April
28, 2005
What the New Pope Says About Germany and America
By Steve
Chapman
There has not been a pope from Germany for nearly
1,000 years, and plenty of people in Britain could have waited
another 1,000. After Cardinal Joseph Ratzinger was elected, one
newspaper blared, "From Hitler Youth to Papa Ratzi,"
and other tabloids trumpeted his nicknames, which include "God's
Rottweiler" and the "panzer cardinal."
So great was the obsession with his youthful Nazi
connections that one German columnist said the British "must
have thought Hitler had been made pope."
On the western side of the Atlantic, there were
some similar reactions. New York Times columnist Maureen Dowd
also noted with alarm that Ratzinger was one of the Hitler Youth,
without telling readers that his membership was not optional.
Comedian Dennis Miller quipped, "Whenever I see a German
on a balcony with an adoring throng, I get nervous." An op-ed
writer in The Los Angeles Times attempted an impersonation of
Benedict XVI: "Vee haf vays of making you pray!"
But these were surprisingly few and far between.
In the United States, unlike Britain, a newspaper might go broke
trying to exploit memories of World War II. Here, the references
to Ratzinger's nationality didn't reflect an abiding distrust
of Germans. They were merely a frail vestige, which persists only
because commentators can't bother with new punch lines.
Somewhere along the line, something happened that
once was hard to imagine: Most Americans stopped harboring deep
misgivings about Germans. When Karol Wojtyla became head of the
church in 1978, much was made of the fact that he was the first
Pole (and the first Slav) to become pope. But Ratzinger's origins
were largely ignored. It was as though he comes from a normal
country.
He does. The country that did so much evil is
now accepted as a permanent part of a free Europe and a democratic
West. The latest Gallup poll found that 73 percent of Americans
have a favorable opinion of Germany, with only 22 percent disagreeing.
That's lower than it was in 2002, when the favorable
rating hit 83 percent -- but the decline is the result of events
in the 21st century, not the 20th. Negative sentiments about Germany
spread during the months before the U.S. invasion of Iraq, because
Prime Minister Gerhard Schroder strongly opposed it.
That was a new experience for Germans: being despised
because they were insufficiently warlike. Even then, though, Americans
had a higher opinion of their former enemy than of their longtime
ally, France.
Most Americans don't care if the new pope comes
from Bavaria or Bermuda. A Washington Post-ABC News poll found
that 60 percent of Americans and 81 percent of American Catholics
approve of his selection.
With any luck, his papacy might give the world
a positive new image of Germans, just as John Paul II helped to
make Polish jokes obsolete. Americans may have trouble believing
that Germans once had a very different reputation from the humorless,
militaristic rigidity they came to personify.

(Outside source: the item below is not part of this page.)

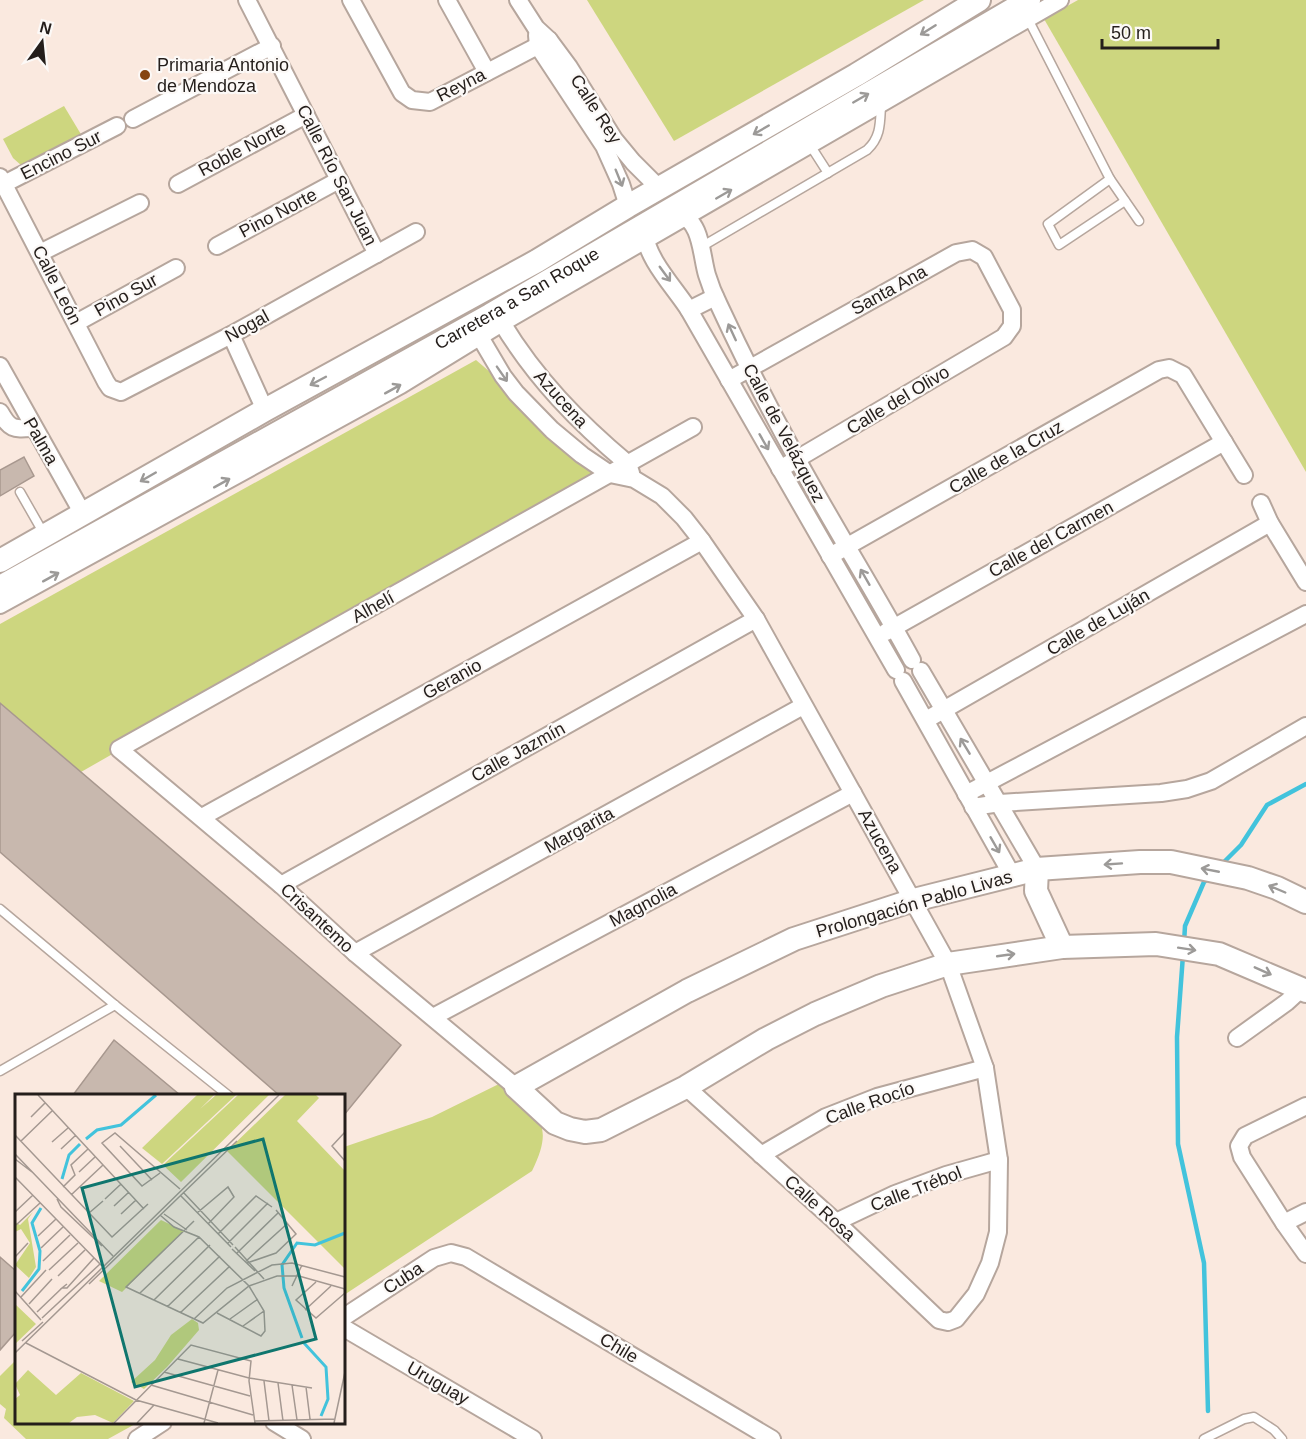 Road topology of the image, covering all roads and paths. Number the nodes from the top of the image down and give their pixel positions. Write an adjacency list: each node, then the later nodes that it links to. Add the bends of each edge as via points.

In the 19th century, German-Americans were known
for their easygoing enjoyment of life. As Hoover Institution economist
Thomas Sowell recalled in his 1981 book "Ethnic America,"
they helped popularize "numerous forms of innocent public
family entertainment. Music, picnics, dancing, card playing, swimming,
bowling and other physical activities were among the American
pastimes, now taken for granted, but introduced or promoted by
Germans."
Their affinity for harmless fun eventually eroded
Puritan attitudes. In 1883, one commentator noted with wonder,
"The German notion that it is a good thing to have a good
time has found a lodgment in the American mind."
Having German roots used to be a matter of great
pride, manifested in "German-American" banks and German-language
newspapers. Some American Jewish newspapers were so pro-German
during World War I that the U.S. government prosecuted them for
disloyalty. But the Great War soured many Americans on Germany,
and World War II was twice as bad.
Afterward, West Germans accepted responsibility
and built a thriving democracy. But for a long time, nothing could
overcome the distrust of the country's onetime enemies and victims.
When the Berlin Wall fell and the prospect of a reunified Germany
made many people nervous, the joke was that the French loved Germany
so much they wanted two of them. Today, though, that wisecrack
sounds anachronistic.
The new pope has a chance to further rehabilitate
his native land. Far from being an autocratic Prussian, Benedict
is said by his friends to be gentle and approachable, and so far,
he has given a good impression of a humble shepherd. Who knows?
In time, he might make Germans seem lovable.